(The problem)
Find every line containing the word "network" in the records below; report only how many there are.

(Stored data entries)
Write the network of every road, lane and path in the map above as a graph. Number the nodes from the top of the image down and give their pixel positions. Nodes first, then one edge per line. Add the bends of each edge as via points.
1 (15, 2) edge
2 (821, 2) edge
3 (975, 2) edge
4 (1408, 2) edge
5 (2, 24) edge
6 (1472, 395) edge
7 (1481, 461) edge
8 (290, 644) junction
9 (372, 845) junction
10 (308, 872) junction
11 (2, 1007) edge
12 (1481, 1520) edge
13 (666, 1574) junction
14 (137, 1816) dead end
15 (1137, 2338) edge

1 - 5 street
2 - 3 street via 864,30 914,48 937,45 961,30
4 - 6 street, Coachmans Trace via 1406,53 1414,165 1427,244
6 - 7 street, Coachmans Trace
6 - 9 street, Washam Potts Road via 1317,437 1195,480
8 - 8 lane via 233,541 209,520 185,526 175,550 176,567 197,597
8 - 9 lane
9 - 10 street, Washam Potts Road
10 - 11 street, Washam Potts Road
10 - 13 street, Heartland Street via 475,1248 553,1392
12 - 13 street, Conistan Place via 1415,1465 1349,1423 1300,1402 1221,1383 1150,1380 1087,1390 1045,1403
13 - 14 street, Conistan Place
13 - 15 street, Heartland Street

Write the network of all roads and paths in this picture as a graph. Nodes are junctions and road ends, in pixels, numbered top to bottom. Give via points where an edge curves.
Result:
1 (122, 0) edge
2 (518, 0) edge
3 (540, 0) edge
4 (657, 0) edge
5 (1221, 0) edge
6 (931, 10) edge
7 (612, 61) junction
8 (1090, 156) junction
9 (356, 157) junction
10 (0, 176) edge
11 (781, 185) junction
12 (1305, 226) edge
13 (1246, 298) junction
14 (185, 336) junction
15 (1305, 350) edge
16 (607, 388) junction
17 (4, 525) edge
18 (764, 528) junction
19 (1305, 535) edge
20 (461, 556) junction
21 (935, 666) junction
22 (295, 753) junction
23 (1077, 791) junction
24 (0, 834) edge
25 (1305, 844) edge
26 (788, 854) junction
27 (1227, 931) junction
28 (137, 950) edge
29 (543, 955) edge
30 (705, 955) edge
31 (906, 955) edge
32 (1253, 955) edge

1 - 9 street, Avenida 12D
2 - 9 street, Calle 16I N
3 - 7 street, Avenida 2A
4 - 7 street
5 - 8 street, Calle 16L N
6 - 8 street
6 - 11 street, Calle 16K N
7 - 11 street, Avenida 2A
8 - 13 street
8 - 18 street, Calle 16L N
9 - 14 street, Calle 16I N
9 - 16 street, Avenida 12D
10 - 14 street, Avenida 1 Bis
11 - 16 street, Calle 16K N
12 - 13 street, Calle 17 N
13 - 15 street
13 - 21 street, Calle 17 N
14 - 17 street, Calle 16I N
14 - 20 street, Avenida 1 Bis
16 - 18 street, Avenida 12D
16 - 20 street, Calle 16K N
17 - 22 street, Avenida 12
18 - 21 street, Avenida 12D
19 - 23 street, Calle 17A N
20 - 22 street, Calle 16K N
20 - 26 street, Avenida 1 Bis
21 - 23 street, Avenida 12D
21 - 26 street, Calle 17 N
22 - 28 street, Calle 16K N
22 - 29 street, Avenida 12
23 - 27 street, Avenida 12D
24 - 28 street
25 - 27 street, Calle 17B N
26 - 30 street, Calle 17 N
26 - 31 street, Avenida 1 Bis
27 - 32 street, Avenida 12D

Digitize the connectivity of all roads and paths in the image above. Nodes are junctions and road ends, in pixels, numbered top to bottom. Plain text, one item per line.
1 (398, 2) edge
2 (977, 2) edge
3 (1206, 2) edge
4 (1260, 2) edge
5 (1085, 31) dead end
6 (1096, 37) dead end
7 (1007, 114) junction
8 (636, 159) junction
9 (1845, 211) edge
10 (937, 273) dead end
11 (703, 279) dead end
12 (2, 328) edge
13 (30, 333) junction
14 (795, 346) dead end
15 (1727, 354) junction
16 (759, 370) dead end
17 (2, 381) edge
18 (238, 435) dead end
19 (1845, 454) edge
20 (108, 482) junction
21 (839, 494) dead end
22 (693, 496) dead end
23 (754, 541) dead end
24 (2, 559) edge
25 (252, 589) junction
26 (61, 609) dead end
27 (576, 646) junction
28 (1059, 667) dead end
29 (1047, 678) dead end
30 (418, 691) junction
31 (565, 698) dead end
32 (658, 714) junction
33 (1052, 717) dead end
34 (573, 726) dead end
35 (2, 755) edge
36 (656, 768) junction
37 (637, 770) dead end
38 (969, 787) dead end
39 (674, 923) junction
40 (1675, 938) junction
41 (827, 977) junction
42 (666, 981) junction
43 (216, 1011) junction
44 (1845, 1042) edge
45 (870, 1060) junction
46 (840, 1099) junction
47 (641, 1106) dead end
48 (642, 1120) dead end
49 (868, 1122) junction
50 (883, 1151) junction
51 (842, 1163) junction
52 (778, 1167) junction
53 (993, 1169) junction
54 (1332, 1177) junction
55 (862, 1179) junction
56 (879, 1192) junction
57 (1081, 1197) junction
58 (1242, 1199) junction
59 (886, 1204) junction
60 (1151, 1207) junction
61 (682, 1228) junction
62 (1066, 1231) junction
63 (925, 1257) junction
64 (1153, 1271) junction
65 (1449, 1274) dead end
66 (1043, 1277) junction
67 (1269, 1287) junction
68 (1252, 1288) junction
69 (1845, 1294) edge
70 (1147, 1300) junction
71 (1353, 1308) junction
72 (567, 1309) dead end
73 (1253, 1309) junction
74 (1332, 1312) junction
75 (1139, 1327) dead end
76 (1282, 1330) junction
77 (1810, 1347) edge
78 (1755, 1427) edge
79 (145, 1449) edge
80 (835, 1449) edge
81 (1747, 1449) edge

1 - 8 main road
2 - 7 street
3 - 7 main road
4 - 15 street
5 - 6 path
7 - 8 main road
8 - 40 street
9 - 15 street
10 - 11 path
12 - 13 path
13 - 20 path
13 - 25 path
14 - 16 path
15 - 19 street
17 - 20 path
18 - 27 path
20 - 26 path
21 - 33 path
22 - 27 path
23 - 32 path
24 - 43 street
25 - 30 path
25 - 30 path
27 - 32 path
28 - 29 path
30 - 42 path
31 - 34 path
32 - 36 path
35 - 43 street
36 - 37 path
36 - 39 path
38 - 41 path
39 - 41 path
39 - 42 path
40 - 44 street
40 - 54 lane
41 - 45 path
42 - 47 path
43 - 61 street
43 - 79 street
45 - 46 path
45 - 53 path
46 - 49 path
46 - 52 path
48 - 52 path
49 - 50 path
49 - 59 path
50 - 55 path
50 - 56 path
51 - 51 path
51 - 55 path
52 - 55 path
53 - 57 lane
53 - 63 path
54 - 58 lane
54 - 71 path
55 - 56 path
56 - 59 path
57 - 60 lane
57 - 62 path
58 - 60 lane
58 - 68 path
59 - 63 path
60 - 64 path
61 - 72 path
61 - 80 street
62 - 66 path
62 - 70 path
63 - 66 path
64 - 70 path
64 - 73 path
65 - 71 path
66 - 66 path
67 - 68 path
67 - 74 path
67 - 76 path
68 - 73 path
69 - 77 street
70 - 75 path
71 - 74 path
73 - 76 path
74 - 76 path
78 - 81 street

(Your solution)
2